In terms of, what does it feel like to tackle it in the presentation of the legal arguments in court, I have always felt that it requires a certain degree of compartmentalization. I think we all do what we can to navigate that experience of compartmentalization in our advocacy when we’re advocating on behalf of our own communities.
Throughout your career, you’ve been involved in litigation about LGBTQ+ rights. Based on your experience, could you name one thing that worries you and one thing that gives you hope about the future?
Everything worries me about the future right now. We have this election, we have this Supreme Court case, we have this escalatingly vicious public discourse around transness and trans people. At the same time, my community and the brilliance and beauty of trans people, it gives me hope every day. It gives me faith for the future. It gives me a sense of endless possibility.
How does the transgender rights movement compare to other politically charged movements, like Freedom to Marry?
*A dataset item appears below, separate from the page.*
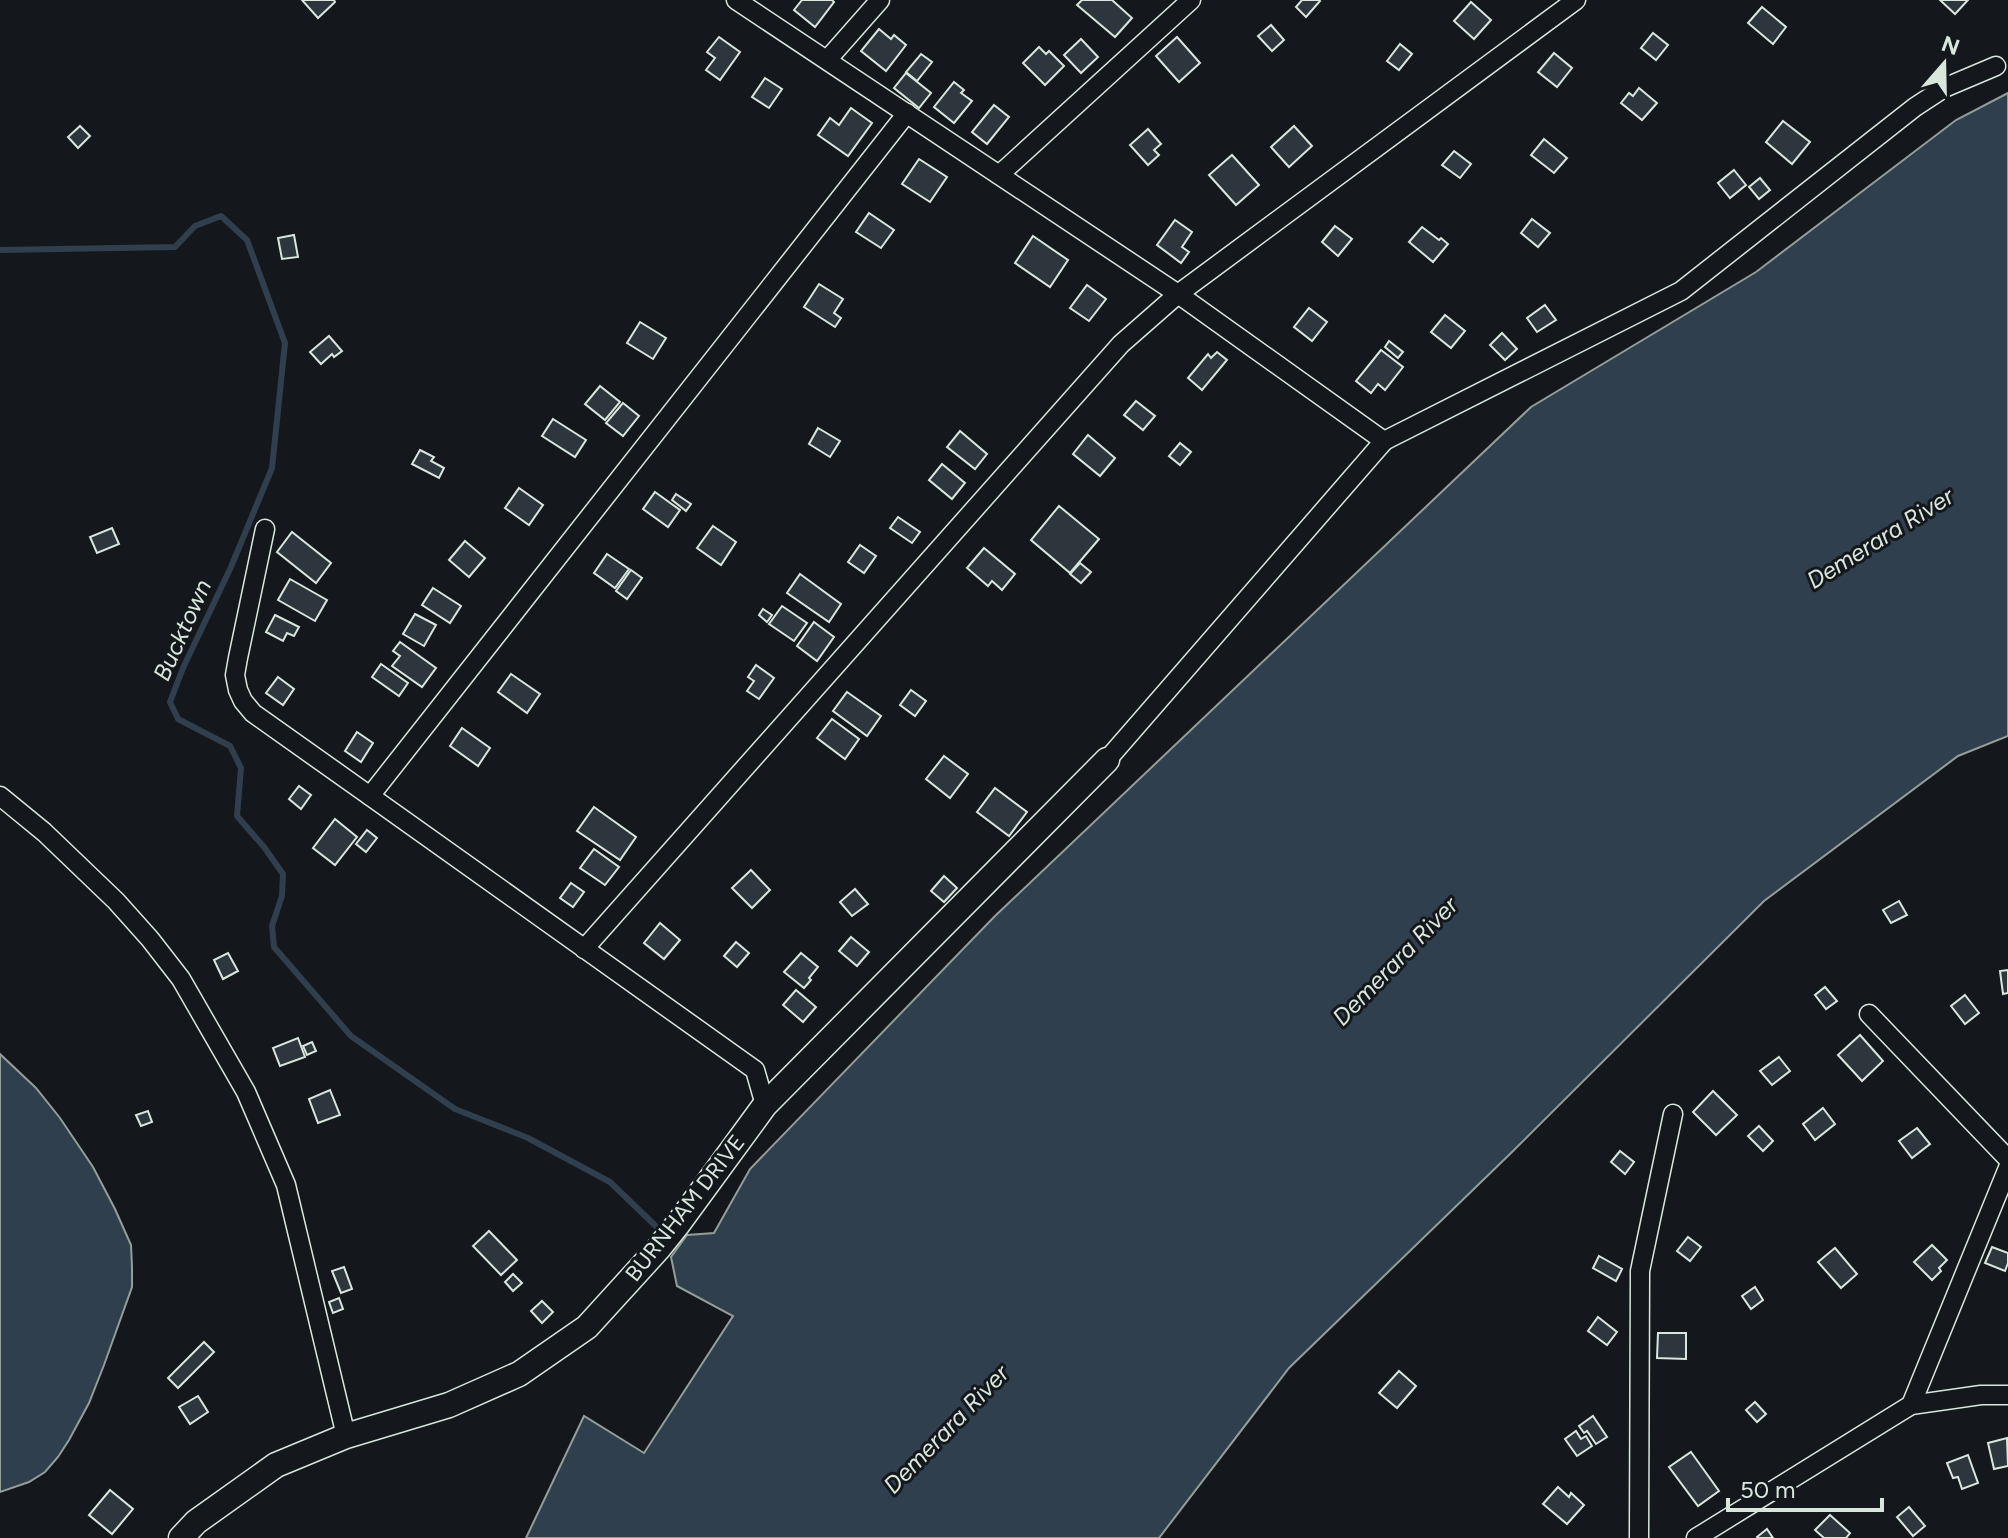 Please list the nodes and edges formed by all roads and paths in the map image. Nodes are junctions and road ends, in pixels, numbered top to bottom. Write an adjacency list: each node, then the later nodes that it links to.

Looking at the LGBTQ+ movement broadly as it relates to gay and lesbian people versus where we are with trans people, I think this is really an inflection point. Are we about to have a Bowers v. Hardwick moment? A moment where the Supreme Court legitimizes government discrimination against trans people?
Is it going to be a Bowers moment, or is it going to be a bus stop moment? Is it going to be a moment where, rather than say the government can discriminate against people, the court says, ‘No, the laws that exist, the constitutional protections that exist, apply to trans people, just like they apply to everyone else.’ That really is what’s at stake here. What is the trajectory of the next 15 to 20 years? Because if they do rule against us, I think, like with Bowers, it will be a case that will seem wrongly decided and overturned. But hopefully we don’t have to go through that period again. And it’s not just affecting trans people, it’ll affect all LGBTQ people. It’ll affect all people who experience gender-based discrimination.
What message do you have for the transgender community?
I always want to say two things to trans people in this moment. The first is, I’m so sorry that this set of relentless political, cultural and legal attacks have been escalating over the last, in particular, 10 years. It is painful and it’s frustrating. And we collectively have to hold and honor each other’s vulnerability and pain in this moment.
The second thing I’ll say is, we have a long and rich history as trans people of leading resistance movements, not just for trans liberation, but for collective liberation more broadly, and that is going to continue. And this Supreme Court fight, critical as it is, is just one piece in a long struggle in a long and rich history of resistance, and so we will continue to collectively mobilize no matter what happens.